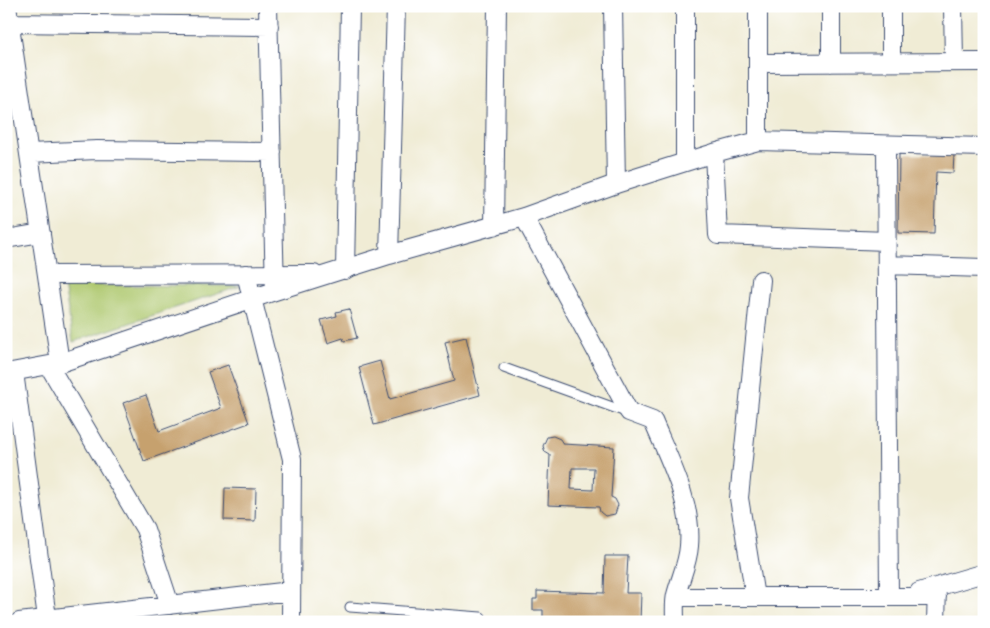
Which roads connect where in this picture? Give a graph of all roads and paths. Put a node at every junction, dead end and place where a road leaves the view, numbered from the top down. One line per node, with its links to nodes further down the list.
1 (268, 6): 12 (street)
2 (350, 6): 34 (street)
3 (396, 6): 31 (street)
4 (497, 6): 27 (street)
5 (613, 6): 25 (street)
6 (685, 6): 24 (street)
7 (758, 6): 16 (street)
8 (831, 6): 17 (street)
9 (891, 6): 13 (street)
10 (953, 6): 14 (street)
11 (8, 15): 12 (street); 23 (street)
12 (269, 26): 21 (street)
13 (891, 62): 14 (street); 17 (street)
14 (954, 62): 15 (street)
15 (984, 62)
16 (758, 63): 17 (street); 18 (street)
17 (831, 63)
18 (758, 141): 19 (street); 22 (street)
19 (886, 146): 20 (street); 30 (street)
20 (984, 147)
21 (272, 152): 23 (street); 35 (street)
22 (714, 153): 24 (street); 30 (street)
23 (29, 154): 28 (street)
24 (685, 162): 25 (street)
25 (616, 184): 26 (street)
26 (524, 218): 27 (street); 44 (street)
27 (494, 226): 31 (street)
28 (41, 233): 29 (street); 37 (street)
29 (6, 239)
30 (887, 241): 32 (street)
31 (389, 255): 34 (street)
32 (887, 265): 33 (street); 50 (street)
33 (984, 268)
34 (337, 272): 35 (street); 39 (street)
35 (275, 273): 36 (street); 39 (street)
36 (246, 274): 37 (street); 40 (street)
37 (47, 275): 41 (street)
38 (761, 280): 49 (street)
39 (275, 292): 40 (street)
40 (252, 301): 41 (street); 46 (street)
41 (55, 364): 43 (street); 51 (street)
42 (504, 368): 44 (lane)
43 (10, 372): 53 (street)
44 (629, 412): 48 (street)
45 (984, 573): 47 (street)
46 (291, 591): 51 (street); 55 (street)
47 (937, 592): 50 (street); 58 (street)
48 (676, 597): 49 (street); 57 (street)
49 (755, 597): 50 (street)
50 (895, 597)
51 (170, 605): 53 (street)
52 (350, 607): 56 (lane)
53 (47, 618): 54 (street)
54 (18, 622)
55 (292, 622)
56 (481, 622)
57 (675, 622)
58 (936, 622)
============================================================
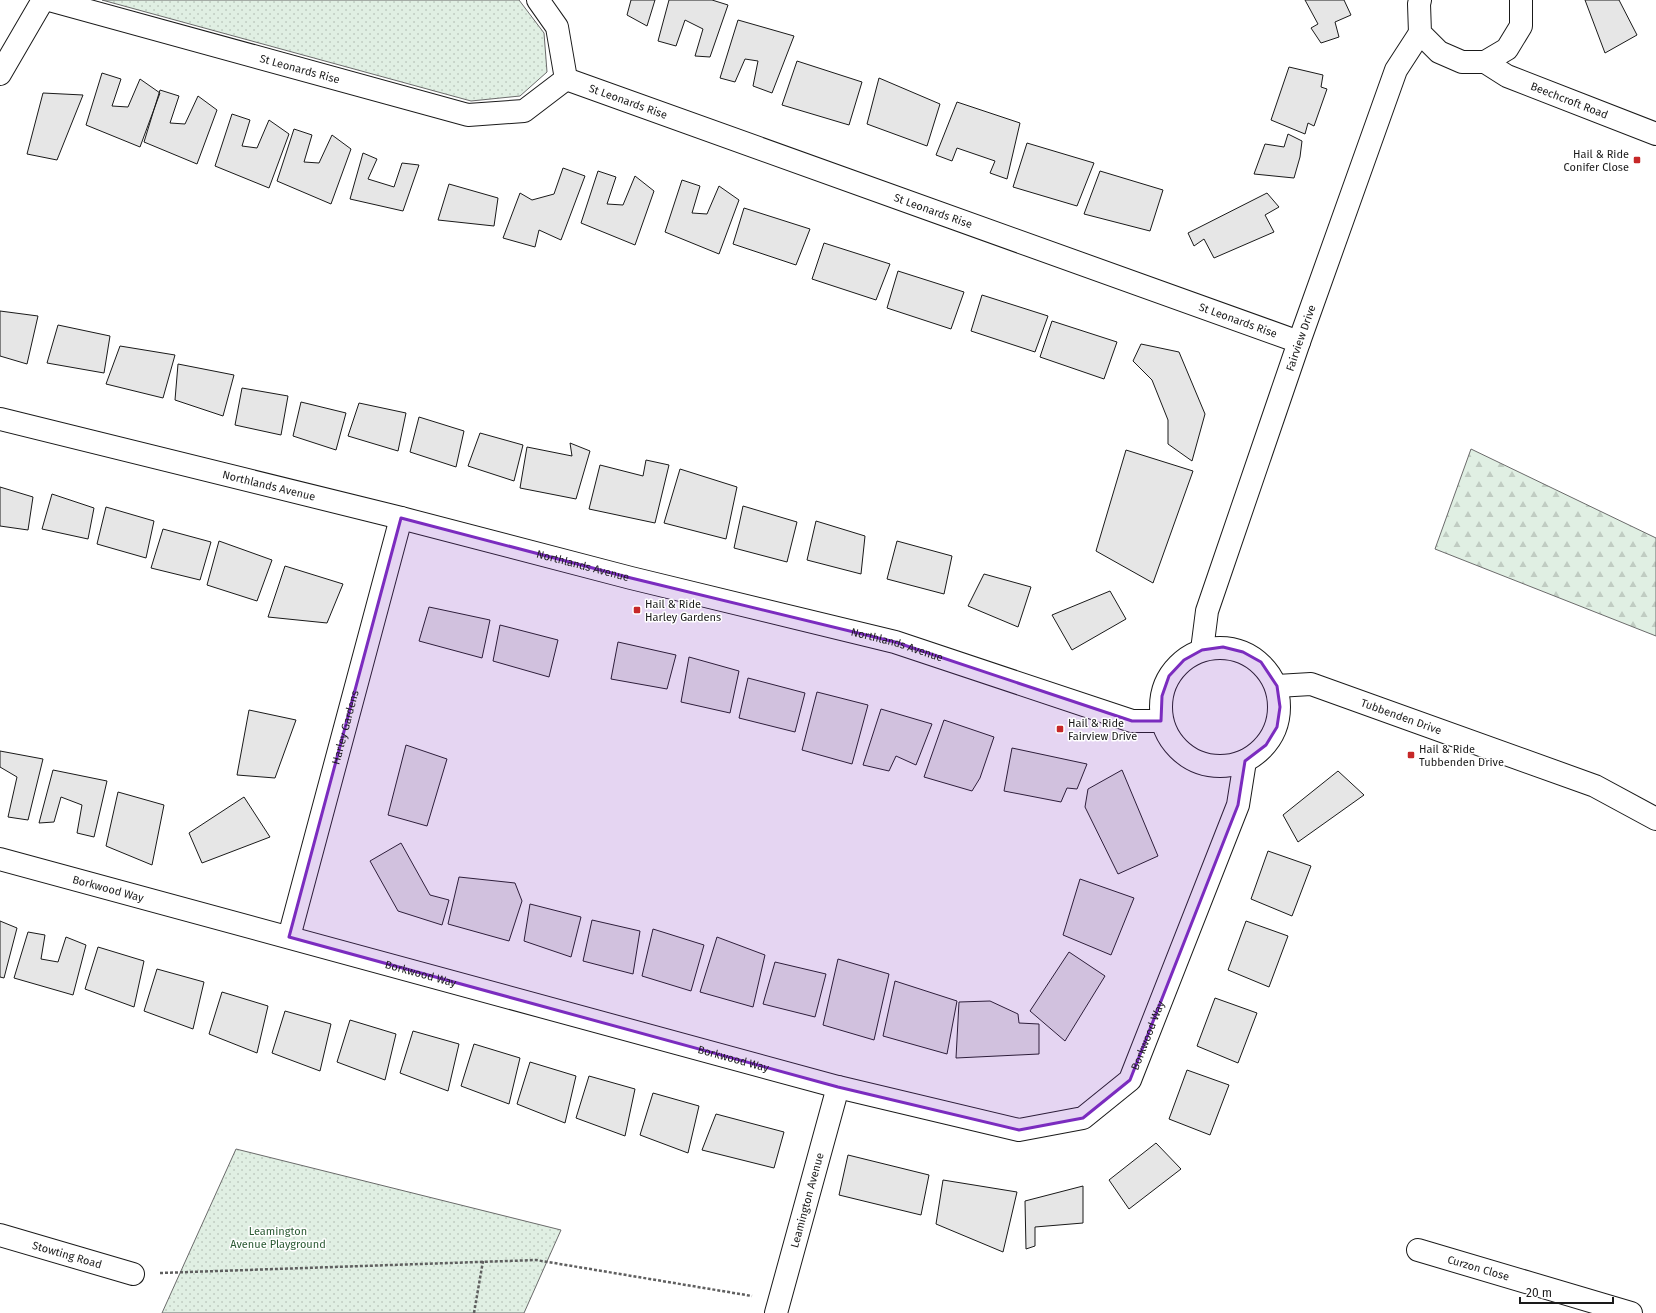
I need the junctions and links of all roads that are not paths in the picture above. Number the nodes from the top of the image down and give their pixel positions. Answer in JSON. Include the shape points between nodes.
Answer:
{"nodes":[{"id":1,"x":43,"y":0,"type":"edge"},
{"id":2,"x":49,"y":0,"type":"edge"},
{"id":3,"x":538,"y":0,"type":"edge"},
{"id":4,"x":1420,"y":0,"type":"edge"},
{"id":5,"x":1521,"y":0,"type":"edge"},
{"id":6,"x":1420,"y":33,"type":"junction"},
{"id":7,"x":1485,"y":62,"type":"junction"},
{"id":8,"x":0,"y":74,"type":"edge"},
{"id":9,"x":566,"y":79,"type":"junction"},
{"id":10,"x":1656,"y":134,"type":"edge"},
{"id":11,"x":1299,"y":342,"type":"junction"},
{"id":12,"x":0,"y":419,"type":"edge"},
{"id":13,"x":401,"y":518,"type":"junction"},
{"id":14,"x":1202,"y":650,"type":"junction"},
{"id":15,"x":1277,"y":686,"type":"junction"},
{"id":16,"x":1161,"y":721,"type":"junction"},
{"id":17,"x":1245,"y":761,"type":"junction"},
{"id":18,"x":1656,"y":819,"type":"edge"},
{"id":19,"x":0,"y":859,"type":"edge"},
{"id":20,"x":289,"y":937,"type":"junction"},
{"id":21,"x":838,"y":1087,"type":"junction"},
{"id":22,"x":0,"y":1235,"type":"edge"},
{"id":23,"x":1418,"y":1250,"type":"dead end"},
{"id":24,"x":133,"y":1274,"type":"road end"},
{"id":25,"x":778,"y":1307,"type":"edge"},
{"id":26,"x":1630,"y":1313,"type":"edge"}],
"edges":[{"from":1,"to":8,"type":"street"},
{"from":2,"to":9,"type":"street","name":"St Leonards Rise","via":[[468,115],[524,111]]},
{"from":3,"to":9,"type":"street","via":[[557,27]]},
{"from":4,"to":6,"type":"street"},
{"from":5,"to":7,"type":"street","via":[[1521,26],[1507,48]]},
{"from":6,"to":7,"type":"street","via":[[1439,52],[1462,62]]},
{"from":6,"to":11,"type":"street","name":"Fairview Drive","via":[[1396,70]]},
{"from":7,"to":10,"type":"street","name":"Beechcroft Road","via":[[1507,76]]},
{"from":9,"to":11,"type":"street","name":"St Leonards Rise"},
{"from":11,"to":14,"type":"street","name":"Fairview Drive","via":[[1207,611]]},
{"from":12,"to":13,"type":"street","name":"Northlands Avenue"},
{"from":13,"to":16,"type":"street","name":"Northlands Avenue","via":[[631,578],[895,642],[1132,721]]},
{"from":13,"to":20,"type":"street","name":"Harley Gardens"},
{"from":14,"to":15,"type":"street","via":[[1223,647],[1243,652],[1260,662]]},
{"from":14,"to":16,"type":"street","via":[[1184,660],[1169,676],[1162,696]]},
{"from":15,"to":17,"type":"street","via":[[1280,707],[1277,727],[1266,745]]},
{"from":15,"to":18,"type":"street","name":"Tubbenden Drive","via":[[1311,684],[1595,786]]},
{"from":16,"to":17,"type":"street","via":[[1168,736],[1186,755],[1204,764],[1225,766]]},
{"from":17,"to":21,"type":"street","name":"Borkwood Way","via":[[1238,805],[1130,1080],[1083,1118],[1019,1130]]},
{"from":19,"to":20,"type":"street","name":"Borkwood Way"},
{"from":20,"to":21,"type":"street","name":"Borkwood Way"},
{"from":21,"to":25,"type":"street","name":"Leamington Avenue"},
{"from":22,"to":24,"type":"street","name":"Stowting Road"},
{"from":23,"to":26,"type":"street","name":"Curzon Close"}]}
============================================================
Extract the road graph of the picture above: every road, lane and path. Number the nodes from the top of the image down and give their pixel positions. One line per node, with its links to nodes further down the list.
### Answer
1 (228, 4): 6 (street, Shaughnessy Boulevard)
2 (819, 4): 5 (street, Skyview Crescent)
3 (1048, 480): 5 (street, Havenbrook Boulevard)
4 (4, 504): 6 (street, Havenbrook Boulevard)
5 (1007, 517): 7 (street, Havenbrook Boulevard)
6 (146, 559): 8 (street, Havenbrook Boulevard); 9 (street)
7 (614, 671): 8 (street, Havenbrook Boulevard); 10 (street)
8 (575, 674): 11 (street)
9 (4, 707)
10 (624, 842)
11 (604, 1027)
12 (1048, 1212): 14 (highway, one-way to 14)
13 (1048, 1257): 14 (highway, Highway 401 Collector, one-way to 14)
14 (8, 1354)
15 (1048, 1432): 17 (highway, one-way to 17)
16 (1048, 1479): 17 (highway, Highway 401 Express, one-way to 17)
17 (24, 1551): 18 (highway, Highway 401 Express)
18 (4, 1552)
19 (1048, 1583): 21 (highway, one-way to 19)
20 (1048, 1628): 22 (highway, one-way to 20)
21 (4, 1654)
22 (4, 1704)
============================================================
ACTIVITY: For each line above that contains the word "image", make a copy.

ANSWER FOR THE TASK:
I need the junctions and links of all roads that are not paths in the picture above. Number the nodes from the top of the image down and give their pixel positions. Answer in JSON. Include the shape points between nodes.
Extract the road graph of the picture above: every road, lane and path. Number the nodes from the top of the image down and give their pixel positions. One line per node, with its links to nodes further down the list.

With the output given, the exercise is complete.